The tutorial is divided into four major steps.
- Create an IBM Cloud account and a Watson Discovery instance.
- Create a collection, and upload the document to Watson Discovery.
- Train Watson Discovery on the use case. In this example, I train it on an insurance business that will answer questions about a customer's insurance policy and what is covered under that policy.
- Test the model by asking questions in natural language.
After completing the tutorial, you'll understand how to use Watson Discovery to quickly annotate, analyze, and answer complex questions based on the documents that you use to feed and train Watson. You'll also understand how to improve the accuracy by using relevancy training, and learn how you can extract useful information such as keywords, locations, entities, and sentiment analysis from your documents.

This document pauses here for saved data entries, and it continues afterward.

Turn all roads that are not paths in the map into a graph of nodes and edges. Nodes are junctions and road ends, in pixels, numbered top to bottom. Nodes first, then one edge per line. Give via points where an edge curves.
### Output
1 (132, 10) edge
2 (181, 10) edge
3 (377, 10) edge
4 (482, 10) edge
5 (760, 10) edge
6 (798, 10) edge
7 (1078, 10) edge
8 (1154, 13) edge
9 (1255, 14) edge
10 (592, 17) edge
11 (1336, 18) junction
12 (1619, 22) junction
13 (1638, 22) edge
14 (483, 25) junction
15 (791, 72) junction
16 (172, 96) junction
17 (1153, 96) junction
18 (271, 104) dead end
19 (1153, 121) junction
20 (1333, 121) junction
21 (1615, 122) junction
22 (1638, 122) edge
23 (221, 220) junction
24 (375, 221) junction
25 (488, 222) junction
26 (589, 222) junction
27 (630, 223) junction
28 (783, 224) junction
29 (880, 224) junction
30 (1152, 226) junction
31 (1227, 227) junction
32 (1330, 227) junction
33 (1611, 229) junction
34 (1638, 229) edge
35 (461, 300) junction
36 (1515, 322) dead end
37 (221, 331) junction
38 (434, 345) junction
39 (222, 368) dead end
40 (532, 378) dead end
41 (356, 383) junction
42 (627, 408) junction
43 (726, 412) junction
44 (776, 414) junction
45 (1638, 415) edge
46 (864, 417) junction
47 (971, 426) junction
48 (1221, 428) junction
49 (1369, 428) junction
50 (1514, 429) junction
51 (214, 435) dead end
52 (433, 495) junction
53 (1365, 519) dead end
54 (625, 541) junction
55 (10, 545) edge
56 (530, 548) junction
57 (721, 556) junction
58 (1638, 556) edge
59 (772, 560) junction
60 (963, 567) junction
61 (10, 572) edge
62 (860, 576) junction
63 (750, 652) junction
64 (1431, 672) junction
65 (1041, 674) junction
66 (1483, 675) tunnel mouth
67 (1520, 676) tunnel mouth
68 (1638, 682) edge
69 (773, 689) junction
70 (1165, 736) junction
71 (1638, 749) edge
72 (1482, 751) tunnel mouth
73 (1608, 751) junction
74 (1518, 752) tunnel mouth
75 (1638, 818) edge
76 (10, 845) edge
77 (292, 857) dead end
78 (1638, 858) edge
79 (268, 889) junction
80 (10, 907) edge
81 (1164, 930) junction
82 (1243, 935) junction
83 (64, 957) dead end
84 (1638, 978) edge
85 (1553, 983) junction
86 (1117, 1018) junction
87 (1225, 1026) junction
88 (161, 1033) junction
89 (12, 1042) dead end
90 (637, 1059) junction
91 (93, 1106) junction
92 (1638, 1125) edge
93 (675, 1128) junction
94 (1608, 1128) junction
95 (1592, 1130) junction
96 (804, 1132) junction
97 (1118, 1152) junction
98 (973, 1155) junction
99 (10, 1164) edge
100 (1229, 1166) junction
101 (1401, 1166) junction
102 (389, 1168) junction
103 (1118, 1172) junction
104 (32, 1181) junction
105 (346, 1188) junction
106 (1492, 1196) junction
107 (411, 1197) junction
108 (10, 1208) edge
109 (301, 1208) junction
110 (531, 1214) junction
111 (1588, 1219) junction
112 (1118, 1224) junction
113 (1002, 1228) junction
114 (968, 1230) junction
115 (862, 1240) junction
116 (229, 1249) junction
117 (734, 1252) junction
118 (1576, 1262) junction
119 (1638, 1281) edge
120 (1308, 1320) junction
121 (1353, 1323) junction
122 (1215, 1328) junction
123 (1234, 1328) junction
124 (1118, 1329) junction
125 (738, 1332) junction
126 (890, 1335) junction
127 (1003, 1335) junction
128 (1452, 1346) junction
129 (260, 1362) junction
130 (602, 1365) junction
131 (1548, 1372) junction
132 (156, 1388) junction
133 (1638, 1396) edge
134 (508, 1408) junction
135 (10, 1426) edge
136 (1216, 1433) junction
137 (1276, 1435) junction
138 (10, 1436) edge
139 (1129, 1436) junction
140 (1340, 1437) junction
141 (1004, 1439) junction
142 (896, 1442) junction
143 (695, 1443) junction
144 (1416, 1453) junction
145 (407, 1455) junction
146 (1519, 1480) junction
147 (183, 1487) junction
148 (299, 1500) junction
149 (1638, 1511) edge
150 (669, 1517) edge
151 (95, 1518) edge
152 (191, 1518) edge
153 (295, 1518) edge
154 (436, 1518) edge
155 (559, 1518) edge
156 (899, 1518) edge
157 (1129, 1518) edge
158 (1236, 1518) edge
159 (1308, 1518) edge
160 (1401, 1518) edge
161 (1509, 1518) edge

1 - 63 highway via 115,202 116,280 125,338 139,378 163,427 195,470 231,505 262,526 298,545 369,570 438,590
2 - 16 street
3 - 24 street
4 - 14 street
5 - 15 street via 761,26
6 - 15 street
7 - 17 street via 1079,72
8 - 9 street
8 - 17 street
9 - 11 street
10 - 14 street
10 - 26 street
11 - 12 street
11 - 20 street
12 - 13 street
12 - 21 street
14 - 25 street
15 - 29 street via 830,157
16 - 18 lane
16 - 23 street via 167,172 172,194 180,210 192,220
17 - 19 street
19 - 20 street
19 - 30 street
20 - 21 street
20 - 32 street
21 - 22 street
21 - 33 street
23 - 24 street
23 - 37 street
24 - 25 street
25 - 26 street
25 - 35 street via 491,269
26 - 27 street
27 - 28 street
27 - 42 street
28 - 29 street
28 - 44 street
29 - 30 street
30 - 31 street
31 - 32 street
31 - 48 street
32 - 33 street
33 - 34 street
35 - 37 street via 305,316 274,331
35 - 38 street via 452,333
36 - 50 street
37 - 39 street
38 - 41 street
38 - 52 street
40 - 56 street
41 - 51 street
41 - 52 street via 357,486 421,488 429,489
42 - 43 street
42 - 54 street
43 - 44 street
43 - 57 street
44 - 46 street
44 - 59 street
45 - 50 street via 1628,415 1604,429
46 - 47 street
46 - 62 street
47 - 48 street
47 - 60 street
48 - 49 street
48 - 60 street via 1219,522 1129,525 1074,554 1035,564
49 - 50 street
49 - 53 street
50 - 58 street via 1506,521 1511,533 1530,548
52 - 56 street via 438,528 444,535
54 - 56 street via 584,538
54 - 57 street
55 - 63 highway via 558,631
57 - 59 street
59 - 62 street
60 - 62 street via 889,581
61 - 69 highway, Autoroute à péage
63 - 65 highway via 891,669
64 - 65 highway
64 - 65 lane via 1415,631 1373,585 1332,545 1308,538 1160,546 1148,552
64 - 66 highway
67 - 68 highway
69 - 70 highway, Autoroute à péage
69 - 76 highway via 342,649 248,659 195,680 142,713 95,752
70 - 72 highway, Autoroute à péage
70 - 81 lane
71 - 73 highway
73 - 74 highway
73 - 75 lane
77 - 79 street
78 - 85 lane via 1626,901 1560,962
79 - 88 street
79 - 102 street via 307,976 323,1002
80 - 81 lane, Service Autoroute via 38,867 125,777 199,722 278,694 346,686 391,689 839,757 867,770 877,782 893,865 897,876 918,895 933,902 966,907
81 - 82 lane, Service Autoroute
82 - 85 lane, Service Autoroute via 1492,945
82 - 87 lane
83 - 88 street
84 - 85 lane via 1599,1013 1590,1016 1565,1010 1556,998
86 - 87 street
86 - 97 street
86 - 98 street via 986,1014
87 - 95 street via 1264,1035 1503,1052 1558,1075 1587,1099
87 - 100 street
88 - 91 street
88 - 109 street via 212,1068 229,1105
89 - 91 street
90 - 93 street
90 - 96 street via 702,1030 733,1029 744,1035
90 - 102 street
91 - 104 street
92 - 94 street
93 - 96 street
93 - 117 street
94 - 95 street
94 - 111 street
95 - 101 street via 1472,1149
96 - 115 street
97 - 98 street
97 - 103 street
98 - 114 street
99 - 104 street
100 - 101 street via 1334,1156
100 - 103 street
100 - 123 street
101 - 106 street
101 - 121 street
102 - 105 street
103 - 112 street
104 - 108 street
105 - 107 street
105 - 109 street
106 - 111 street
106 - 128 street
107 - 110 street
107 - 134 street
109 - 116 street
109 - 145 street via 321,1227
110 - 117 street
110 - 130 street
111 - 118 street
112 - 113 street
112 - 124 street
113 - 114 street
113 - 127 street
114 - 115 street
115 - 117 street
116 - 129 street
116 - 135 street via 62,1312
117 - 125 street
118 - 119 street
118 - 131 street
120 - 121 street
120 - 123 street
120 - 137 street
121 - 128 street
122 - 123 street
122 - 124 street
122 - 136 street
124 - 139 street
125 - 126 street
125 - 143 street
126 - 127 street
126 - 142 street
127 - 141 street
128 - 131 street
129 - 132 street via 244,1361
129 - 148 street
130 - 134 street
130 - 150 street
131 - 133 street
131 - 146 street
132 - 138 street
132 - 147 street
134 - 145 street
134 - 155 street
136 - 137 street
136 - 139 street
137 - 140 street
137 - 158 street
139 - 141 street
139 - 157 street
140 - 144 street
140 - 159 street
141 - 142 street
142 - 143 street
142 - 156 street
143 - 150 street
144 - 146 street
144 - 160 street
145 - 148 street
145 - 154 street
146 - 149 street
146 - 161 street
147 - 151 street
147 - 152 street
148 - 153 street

First, you must create an IBM Cloud account. For this tutorial, you do not need a credit card, and your IBM Cloud account and Watson Discovery service are free.
The following screen recordings show you how to create your Watson Discovery instance and how to use the application interface to upload, enrich, and query your data.
Create your Watson Discovery Service instance¶
- Log in to your IBM Cloud account. After you are logged in, you're taken to the
cloud.ibm.com
page. - Search for Discovery in the top search bar, and under Catalog Results, click Discovery.
- From the Watson Discovery page, enter a name, and choose the pricing tier and location of your service.
- Choose the lite tier (the free tier), then choose whichever location you want. Give your service a name that helps you easily identify it. I named mine
Discovery-zz
. -
Click Create.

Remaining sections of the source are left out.